[Dataset entries]
◆ ◆ ◆ ◆ ◆ ◆ ◆

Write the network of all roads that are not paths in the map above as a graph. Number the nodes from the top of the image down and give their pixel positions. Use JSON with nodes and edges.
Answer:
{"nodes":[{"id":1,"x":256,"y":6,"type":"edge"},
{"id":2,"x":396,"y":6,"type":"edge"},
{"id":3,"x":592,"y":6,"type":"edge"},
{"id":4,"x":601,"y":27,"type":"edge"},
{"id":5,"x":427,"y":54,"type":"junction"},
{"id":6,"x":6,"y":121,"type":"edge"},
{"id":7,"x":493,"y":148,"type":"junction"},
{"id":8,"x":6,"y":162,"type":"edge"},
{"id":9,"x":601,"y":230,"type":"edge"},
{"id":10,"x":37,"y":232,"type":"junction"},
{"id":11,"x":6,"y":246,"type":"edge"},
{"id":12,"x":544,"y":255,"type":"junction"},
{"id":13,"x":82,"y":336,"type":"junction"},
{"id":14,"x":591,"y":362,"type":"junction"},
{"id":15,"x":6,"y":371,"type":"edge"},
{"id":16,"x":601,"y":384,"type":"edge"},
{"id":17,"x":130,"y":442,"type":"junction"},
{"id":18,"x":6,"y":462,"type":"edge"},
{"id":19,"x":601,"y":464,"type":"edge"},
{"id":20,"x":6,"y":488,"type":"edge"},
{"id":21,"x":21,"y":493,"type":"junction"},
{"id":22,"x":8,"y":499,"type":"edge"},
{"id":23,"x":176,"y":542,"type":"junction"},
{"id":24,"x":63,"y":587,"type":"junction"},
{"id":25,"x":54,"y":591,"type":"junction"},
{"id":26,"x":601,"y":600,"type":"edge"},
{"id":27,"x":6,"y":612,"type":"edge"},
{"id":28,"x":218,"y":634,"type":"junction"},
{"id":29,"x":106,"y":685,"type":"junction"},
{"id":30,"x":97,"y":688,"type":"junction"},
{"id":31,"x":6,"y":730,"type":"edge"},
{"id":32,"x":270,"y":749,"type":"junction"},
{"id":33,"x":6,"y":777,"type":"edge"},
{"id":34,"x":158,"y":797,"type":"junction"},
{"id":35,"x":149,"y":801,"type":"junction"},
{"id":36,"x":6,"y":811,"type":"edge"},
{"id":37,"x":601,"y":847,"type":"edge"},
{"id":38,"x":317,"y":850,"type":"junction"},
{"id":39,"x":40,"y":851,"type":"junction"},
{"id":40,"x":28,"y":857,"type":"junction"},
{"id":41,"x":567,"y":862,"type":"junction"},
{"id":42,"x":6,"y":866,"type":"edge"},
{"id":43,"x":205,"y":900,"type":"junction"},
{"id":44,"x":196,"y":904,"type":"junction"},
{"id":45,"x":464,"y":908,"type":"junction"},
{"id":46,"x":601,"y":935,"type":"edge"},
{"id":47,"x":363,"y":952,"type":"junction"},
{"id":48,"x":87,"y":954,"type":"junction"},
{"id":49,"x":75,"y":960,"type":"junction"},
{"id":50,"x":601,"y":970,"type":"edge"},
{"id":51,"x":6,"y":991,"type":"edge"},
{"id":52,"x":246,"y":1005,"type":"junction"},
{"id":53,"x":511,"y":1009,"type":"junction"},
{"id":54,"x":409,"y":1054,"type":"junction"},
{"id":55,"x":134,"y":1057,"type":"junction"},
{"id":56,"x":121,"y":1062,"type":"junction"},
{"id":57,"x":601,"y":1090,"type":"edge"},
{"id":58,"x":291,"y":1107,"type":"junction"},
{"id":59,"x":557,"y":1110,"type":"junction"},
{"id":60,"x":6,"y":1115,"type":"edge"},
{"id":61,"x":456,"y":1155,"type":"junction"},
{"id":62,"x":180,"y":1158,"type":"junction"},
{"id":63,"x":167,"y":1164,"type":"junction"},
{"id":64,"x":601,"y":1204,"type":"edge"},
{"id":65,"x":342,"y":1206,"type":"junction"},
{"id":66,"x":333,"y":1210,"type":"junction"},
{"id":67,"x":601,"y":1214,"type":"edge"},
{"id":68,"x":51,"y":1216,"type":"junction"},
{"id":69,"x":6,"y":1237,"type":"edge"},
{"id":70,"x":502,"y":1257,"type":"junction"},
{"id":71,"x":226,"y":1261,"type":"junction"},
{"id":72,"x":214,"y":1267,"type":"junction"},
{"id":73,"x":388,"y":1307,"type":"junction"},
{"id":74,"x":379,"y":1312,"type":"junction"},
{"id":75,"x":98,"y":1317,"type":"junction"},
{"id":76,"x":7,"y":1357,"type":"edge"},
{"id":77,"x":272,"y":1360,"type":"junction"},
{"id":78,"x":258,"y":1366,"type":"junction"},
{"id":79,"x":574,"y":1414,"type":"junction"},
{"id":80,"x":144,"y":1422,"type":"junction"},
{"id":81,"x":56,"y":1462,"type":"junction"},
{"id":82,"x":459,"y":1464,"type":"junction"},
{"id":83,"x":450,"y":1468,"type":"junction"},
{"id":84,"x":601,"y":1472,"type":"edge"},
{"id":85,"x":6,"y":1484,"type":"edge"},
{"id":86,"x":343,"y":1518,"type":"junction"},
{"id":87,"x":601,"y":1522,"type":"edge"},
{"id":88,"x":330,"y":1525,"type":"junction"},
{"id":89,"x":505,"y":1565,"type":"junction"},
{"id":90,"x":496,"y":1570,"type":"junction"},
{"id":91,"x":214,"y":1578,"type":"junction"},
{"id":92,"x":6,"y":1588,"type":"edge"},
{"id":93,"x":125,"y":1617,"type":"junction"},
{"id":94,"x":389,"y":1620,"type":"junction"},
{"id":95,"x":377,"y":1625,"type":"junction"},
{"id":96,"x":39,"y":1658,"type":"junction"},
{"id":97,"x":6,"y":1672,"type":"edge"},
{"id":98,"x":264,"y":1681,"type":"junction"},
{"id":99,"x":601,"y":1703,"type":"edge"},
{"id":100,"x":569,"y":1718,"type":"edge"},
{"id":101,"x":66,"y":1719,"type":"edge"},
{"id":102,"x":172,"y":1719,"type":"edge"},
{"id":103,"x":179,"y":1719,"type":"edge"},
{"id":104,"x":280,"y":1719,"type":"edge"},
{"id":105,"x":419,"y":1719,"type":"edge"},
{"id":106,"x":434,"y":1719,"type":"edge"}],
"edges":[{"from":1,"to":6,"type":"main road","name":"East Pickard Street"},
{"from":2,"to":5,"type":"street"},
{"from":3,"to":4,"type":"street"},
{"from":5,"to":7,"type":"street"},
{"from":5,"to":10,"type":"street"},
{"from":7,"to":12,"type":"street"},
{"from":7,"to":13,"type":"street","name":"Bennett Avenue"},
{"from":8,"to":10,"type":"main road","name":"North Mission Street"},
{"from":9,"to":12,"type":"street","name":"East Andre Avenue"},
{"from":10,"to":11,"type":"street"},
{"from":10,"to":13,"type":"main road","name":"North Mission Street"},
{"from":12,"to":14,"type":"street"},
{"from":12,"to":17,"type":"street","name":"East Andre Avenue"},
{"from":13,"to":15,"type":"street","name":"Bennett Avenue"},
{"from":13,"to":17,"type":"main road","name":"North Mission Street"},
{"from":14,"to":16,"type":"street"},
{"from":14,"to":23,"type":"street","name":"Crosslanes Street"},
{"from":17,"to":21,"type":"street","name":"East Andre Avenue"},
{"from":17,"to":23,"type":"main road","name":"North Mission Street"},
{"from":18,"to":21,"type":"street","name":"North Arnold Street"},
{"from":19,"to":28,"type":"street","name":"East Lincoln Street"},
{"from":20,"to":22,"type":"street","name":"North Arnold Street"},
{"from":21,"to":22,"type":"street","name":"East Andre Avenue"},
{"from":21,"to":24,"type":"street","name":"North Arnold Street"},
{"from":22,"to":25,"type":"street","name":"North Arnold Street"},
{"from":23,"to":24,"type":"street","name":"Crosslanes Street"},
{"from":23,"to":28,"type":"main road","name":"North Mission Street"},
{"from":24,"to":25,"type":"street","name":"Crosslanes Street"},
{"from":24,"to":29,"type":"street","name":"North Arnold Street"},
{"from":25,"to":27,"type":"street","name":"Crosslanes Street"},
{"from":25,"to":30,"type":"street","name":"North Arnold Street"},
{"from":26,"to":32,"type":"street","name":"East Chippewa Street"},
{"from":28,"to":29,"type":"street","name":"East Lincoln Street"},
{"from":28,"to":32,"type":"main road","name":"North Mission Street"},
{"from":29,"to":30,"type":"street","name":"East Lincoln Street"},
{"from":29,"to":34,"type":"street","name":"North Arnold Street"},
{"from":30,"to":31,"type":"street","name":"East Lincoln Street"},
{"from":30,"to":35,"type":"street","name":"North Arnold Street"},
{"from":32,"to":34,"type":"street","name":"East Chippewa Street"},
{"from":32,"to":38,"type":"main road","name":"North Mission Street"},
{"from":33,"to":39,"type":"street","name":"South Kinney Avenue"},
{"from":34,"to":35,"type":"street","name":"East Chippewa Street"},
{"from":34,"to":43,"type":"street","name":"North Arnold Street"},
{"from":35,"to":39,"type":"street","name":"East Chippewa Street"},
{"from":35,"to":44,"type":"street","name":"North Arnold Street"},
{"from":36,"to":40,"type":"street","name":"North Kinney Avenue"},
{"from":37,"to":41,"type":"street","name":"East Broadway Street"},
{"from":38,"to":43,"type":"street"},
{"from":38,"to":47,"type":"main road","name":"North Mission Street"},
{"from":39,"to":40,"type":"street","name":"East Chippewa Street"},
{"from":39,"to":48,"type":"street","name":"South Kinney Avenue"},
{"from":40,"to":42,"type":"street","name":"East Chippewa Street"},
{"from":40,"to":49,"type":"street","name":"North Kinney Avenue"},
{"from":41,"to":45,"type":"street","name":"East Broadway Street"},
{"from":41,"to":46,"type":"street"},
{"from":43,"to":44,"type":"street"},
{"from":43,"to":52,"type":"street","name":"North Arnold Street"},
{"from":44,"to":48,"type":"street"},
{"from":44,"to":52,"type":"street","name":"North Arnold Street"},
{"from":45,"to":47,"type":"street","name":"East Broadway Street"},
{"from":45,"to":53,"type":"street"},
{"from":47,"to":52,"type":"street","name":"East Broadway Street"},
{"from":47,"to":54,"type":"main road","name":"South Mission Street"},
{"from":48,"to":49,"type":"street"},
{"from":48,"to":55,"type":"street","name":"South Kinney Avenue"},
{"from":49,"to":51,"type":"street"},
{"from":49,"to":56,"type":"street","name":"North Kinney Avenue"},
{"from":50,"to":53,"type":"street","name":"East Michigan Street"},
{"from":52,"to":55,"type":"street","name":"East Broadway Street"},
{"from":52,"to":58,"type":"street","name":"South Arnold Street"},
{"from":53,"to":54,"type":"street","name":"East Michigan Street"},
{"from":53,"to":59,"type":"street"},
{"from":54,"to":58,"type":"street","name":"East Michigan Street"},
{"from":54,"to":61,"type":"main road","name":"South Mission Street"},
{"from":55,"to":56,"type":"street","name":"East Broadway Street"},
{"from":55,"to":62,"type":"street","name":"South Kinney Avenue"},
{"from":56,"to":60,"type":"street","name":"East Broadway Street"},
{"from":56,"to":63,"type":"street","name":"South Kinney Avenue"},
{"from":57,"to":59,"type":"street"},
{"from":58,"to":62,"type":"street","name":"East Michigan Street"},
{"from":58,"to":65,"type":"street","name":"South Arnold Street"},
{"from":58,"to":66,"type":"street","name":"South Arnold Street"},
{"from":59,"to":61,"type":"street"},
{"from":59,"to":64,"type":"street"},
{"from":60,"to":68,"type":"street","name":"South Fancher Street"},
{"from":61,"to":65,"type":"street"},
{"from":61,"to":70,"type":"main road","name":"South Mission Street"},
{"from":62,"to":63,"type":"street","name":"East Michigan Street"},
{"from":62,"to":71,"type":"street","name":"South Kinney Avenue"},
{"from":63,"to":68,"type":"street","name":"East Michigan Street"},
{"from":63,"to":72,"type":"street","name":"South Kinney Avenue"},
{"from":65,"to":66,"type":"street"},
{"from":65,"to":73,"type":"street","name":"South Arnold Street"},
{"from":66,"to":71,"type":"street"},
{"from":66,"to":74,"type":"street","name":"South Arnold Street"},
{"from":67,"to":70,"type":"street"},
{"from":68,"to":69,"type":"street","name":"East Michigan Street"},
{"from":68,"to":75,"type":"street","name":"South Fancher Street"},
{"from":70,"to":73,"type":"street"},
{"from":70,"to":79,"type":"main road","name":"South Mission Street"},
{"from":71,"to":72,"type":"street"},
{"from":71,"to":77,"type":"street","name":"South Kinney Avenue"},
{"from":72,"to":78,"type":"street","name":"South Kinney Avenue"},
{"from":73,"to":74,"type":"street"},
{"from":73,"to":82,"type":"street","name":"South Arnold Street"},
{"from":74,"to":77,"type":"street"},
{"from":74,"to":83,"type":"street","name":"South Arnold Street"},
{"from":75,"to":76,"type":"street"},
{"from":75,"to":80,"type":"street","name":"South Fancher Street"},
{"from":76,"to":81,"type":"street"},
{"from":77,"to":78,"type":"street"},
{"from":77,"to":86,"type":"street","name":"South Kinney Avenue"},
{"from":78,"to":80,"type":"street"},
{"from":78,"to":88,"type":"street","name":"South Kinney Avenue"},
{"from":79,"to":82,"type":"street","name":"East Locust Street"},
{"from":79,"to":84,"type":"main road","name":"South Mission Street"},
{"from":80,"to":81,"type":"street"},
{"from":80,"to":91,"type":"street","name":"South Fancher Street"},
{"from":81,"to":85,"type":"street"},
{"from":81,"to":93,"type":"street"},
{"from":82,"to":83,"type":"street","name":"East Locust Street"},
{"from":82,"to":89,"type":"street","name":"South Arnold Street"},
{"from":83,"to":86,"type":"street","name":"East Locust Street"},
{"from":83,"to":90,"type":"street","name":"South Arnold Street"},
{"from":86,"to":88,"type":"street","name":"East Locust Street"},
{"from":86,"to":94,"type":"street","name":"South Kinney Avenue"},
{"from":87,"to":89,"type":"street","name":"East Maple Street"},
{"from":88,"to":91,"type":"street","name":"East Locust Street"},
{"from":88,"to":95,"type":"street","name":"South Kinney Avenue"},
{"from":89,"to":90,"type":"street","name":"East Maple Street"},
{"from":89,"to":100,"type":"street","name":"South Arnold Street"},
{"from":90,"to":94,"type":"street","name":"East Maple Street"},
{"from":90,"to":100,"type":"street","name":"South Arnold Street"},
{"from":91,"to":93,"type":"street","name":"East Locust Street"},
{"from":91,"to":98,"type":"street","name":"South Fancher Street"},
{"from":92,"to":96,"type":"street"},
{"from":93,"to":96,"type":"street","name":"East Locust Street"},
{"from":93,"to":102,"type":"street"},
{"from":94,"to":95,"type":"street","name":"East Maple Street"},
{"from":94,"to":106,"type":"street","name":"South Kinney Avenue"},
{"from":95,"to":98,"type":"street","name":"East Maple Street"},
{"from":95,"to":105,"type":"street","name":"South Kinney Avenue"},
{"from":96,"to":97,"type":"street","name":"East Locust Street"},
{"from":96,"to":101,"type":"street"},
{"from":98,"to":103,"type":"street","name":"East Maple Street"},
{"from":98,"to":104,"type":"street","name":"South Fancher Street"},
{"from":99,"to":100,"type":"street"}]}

◆ ◆ ◆ ◆ ◆ ◆ ◆

_What you need to do:_
In the entries above, find each line with the word "Lincoln" and show it.

_Exercise output:_
{"from":19,"to":28,"type":"street","name":"East Lincoln Street"},
{"from":28,"to":29,"type":"street","name":"East Lincoln Street"},
{"from":29,"to":30,"type":"street","name":"East Lincoln Street"},
{"from":30,"to":31,"type":"street","name":"East Lincoln Street"},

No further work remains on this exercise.